Let’s go back to my twelfth year, where this began. I awaken early on a July day, and the slightest light seems to hang in the net of fog draped in this heavy New Hampshire air. I slip from the room without disturbing my brother and ease down the stairs, avoiding their creaky centers. It’s a little before 5:00 a.m.; I’ll eat when I get back.
From behind the living room door, I take the single-shot .22 that came with this old farmhouse my parents went into hock for two years ago. Already this mountain valley and its ridges are becoming foot familiar. And already I’ve learned that many animals are in motion during the hours that fringe these long summer days. I am hunting porcupine, which I’ve been told are tree-girdlers and general bad citizens; there is a fifty-cent bounty on them. My dog has already gotten two snoutfuls of quills. Clearly, he is a slow learner. Just as clearly, this valley needs “cleaning up.”

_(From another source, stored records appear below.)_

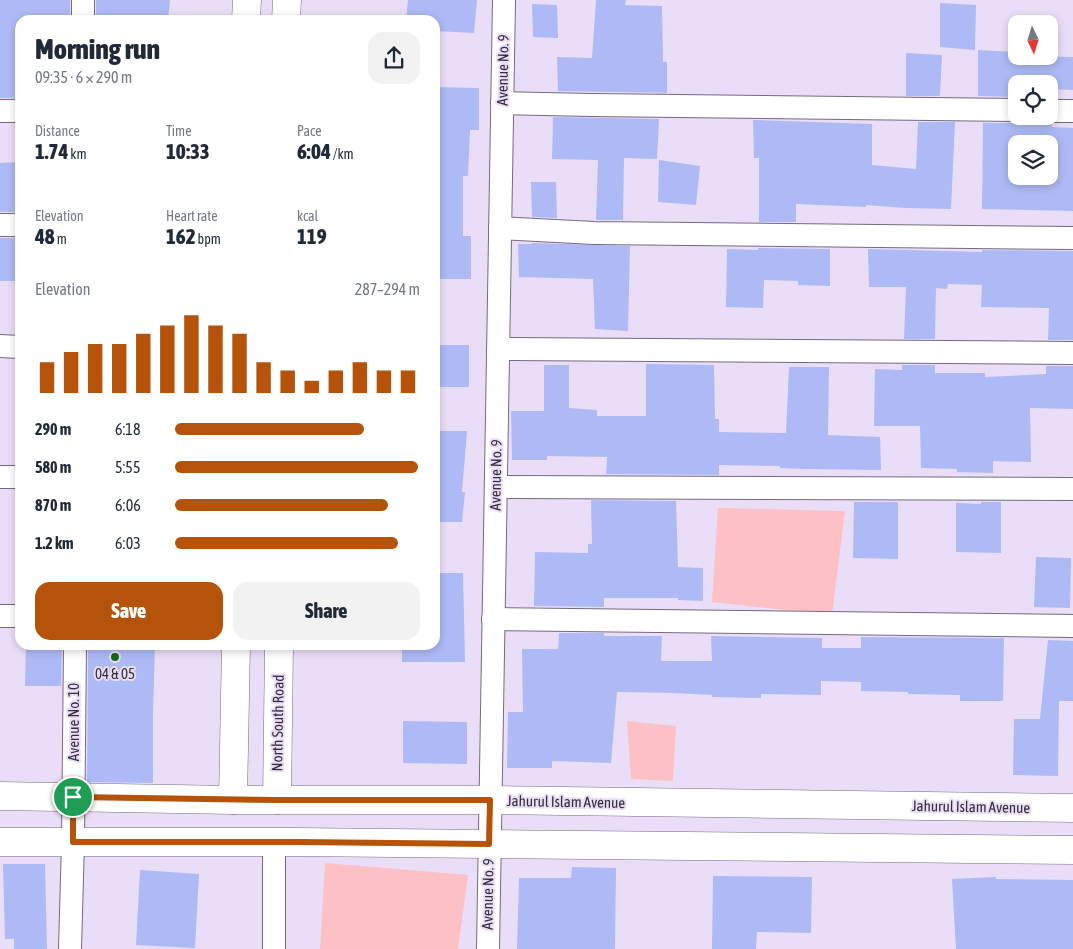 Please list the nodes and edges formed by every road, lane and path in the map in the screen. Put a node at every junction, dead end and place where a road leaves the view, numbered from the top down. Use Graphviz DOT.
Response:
graph roads {
  1 [pos="83,0"];
  2 [pos="247,0"];
  3 [pos="286,0"];
  4 [pos="504,0"];
  5 [pos="83,15"];
  6 [pos="246,15"];
  7 [pos="286,15"];
  8 [pos="502,102"];
  9 [pos="1008,110"];
  10 [pos="0,111"];
  11 [pos="15,111"];
  12 [pos="1058,111"];
  13 [pos="1073,111"];
  14 [pos="0,225"];
  15 [pos="15,225"];
  16 [pos="500,228"];
  17 [pos="1073,238"];
  18 [pos="0,346"];
  19 [pos="15,346"];
  20 [pos="498,349"];
  21 [pos="1073,353"];
  22 [pos="0,476"];
  23 [pos="15,477"];
  24 [pos="496,487"];
  25 [pos="1073,490"];
  26 [pos="0,616"];
  27 [pos="15,616"];
  28 [pos="493,619"];
  29 [pos="1073,626"];
  30 [pos="75,650"];
  31 [pos="236,650"];
  32 [pos="279,650"];
  33 [pos="0,796"];
  34 [pos="73,797"];
  35 [pos="233,800"];
  36 [pos="278,800"];
  37 [pos="490,800"];
  38 [pos="1073,808"];
  39 [pos="0,842"];
  40 [pos="73,842"];
  41 [pos="274,842"];
  42 [pos="489,844"];
  43 [pos="1073,850"];
  44 [pos="70,949"];
  45 [pos="274,949"];
  46 [pos="488,949"];
  1 -- 5 [label="street"];
  2 -- 6 [label="street"];
  3 -- 7 [label="street"];
  4 -- 8 [label="street, Avenue No. 9"];
  8 -- 9 [label="street"];
  8 -- 16 [label="street, Avenue No. 9"];
  10 -- 11 [label="street"];
  12 -- 13 [label="street"];
  14 -- 15 [label="street"];
  16 -- 17 [label="street"];
  16 -- 20 [label="street, Avenue No. 9"];
  18 -- 19 [label="street"];
  20 -- 21 [label="street"];
  20 -- 24 [label="street, Avenue No. 9"];
  22 -- 23 [label="street"];
  24 -- 25 [label="street"];
  24 -- 28 [label="street, Avenue No. 9"];
  26 -- 27 [label="street"];
  28 -- 29 [label="street"];
  28 -- 37 [label="street, Avenue No. 9"];
  30 -- 34 [label="street, Avenue No. 10"];
  31 -- 35 [label="street"];
  32 -- 36 [label="street, North South Road"];
  33 -- 34 [label="street, Jahurul Islam Avenue"];
  34 -- 35 [label="street, Jahurul Islam Avenue"];
  34 -- 40 [label="street, Avenue No. 10"];
  35 -- 36 [label="street, Jahurul Islam Avenue"];
  36 -- 37 [label="street, Jahurul Islam Avenue"];
  37 -- 38 [label="street, Jahurul Islam Avenue"];
  37 -- 42 [label="street, Avenue No. 9"];
  39 -- 40 [label="street"];
  40 -- 41 [label="street"];
  40 -- 44 [label="street, Avenue No. 10"];
  41 -- 42 [label="street"];
  41 -- 45 [label="street"];
  42 -- 43 [label="street"];
  42 -- 46 [label="street, Avenue No. 9"];
} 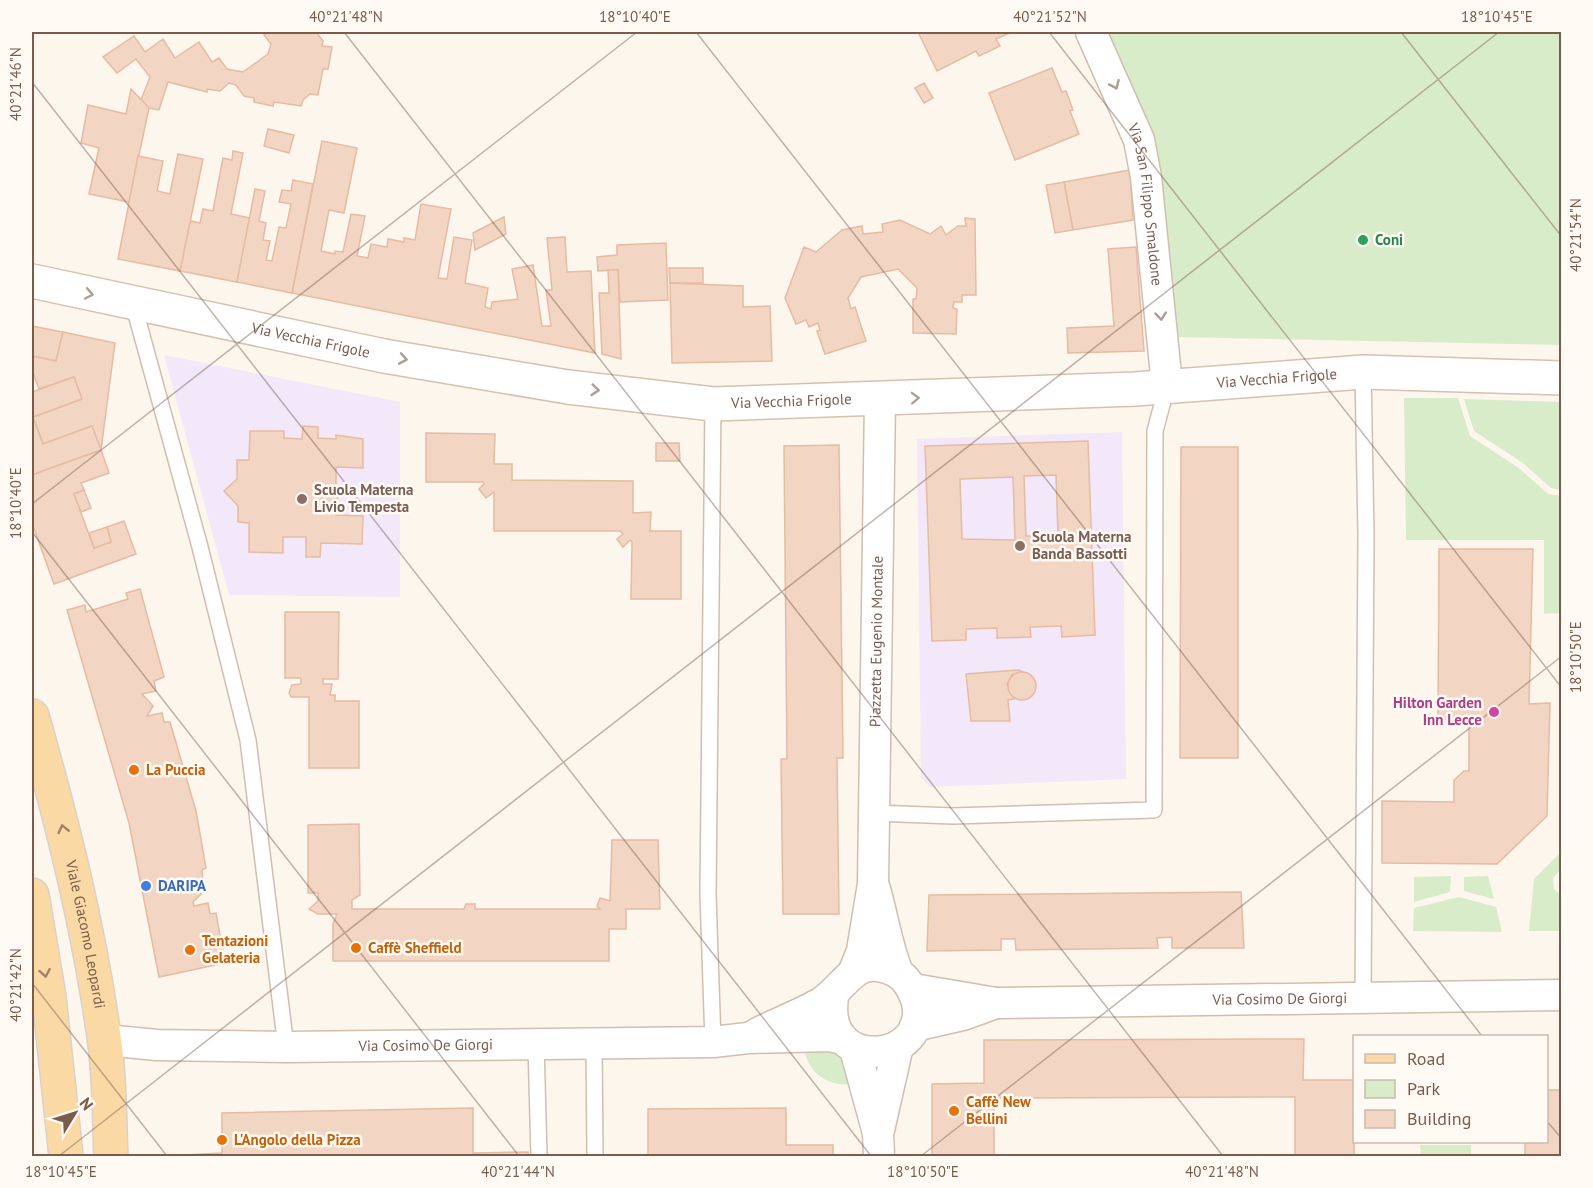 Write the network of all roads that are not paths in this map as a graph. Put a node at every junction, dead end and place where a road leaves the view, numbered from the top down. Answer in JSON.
{"nodes":[{"id":1,"x":1091,"y":32,"type":"edge"},
{"id":2,"x":32,"y":281,"type":"edge"},
{"id":3,"x":133,"y":303,"type":"junction"},
{"id":4,"x":1363,"y":372,"type":"junction"},
{"id":5,"x":1562,"y":378,"type":"edge"},
{"id":6,"x":1167,"y":385,"type":"junction"},
{"id":7,"x":880,"y":399,"type":"junction"},
{"id":8,"x":713,"y":404,"type":"junction"},
{"id":9,"x":32,"y":716,"type":"edge"},
{"id":10,"x":874,"y":813,"type":"junction"},
{"id":11,"x":873,"y":884,"type":"junction"},
{"id":12,"x":32,"y":895,"type":"edge"},
{"id":13,"x":905,"y":981,"type":"junction"},
{"id":14,"x":844,"y":982,"type":"junction"},
{"id":15,"x":1562,"y":995,"type":"edge"},
{"id":16,"x":1363,"y":998,"type":"junction"},
{"id":17,"x":996,"y":1003,"type":"junction"},
{"id":18,"x":906,"y":1036,"type":"junction"},
{"id":19,"x":748,"y":1038,"type":"junction"},
{"id":20,"x":105,"y":1040,"type":"junction"},
{"id":21,"x":713,"y":1042,"type":"junction"},
{"id":22,"x":536,"y":1044,"type":"junction"},
{"id":23,"x":594,"y":1044,"type":"junction"},
{"id":24,"x":849,"y":1044,"type":"junction"},
{"id":25,"x":286,"y":1047,"type":"junction"},
{"id":26,"x":879,"y":1145,"type":"edge"},
{"id":27,"x":66,"y":1156,"type":"edge"},
{"id":28,"x":111,"y":1156,"type":"edge"},
{"id":29,"x":539,"y":1156,"type":"edge"},
{"id":30,"x":595,"y":1156,"type":"edge"}],
"edges":[{"from":1,"to":6,"type":"street","name":"Via San Filippo Smaldone","one_way":true},
{"from":2,"to":3,"type":"street","name":"Via Vecchia Frigole","one_way":true},
{"from":3,"to":8,"type":"street","name":"Via Vecchia Frigole","one_way":true},
{"from":3,"to":25,"type":"lane"},
{"from":4,"to":5,"type":"street","name":"Via Vecchia Frigole"},
{"from":4,"to":6,"type":"street","name":"Via Vecchia Frigole"},
{"from":4,"to":16,"type":"lane"},
{"from":7,"to":6,"type":"street","name":"Via Vecchia Frigole","one_way":true},
{"from":6,"to":10,"type":"lane"},
{"from":7,"to":8,"type":"street","name":"Via Vecchia Frigole"},
{"from":7,"to":10,"type":"street","name":"Piazzetta Eugenio Montale"},
{"from":8,"to":21,"type":"lane"},
{"from":20,"to":9,"type":"main road","name":"Viale Giacomo Leopardi","one_way":true},
{"from":10,"to":11,"type":"street","name":"Piazzetta Eugenio Montale"},
{"from":11,"to":13,"type":"street","name":"Piazzetta Eugenio Montale"},
{"from":11,"to":14,"type":"street","name":"Piazzetta Eugenio Montale"},
{"from":12,"to":27,"type":"main road","one_way":true},
{"from":13,"to":14,"type":"street","name":"Via Cosimo De Giorgi"},
{"from":13,"to":17,"type":"street","name":"Via Cosimo De Giorgi"},
{"from":13,"to":18,"type":"street"},
{"from":14,"to":19,"type":"street","name":"Via Cosimo De Giorgi"},
{"from":14,"to":24,"type":"street"},
{"from":15,"to":16,"type":"street","name":"Via Cosimo De Giorgi"},
{"from":16,"to":17,"type":"street","name":"Via Cosimo De Giorgi"},
{"from":17,"to":18,"type":"street","name":"Via Cosimo De Giorgi"},
{"from":18,"to":24,"type":"street","name":"Via Cosimo De Giorgi"},
{"from":18,"to":26,"type":"street"},
{"from":19,"to":21,"type":"street","name":"Via Cosimo De Giorgi"},
{"from":19,"to":24,"type":"street","name":"Via Cosimo De Giorgi"},
{"from":20,"to":25,"type":"street","name":"Via Cosimo De Giorgi"},
{"from":20,"to":28,"type":"main road","name":"Viale Giacomo Leopardi"},
{"from":21,"to":23,"type":"street","name":"Via Cosimo De Giorgi"},
{"from":22,"to":23,"type":"street","name":"Via Cosimo De Giorgi"},
{"from":22,"to":25,"type":"street","name":"Via Cosimo De Giorgi"},
{"from":22,"to":29,"type":"lane"},
{"from":23,"to":30,"type":"lane"},
{"from":24,"to":26,"type":"street"}]}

Some thirty minutes up the old, abandoned road that once went over the mountains to Hebron, I catch movement in my peripheral vision. There, some forty feet up in a maple is my quarry, a hunched shape against the rising light in the sky. I am elated and confused. I’ve found what I am hunting, a primal thrill; I must now hunt – aim and pull the trigger? I’ve never done this before. It feels vaguely worrying. Unused to such ambiguity, I do what a twelve-year-old boy does – I act. It takes four shots to bring the porcupine down, and even as he falls, I feel a flush of shame wash through me. Now what? I stand twenty feet away from his body for long minutes, unable to will myself forward. Finally, I settle on burial and digging and scraping with a stick take more long minutes; I become aware that I am crying. During the walk downroad and home, the whole forest feels sad.
That, having been spared service in a war, is the last time I aimed a rifle at a breathing being. Two years later, I shot a rifle at a target for the final time, and my NRA membership lapsed. Fifty years later, I sign petitions and watch debate and revulsion about guns swell in response to the serial horror spewed from their barrels. And I wonder: are not we meant to evolve, as Henry Thoreau proposes in his difficult chapter, “Higher Laws,” over a lifetime? Should not each life in some way mimic the long walk toward a brother-and-sisterhood with our world’s beings, a taming of the hunter, who first walked out of Africa long millennia ago?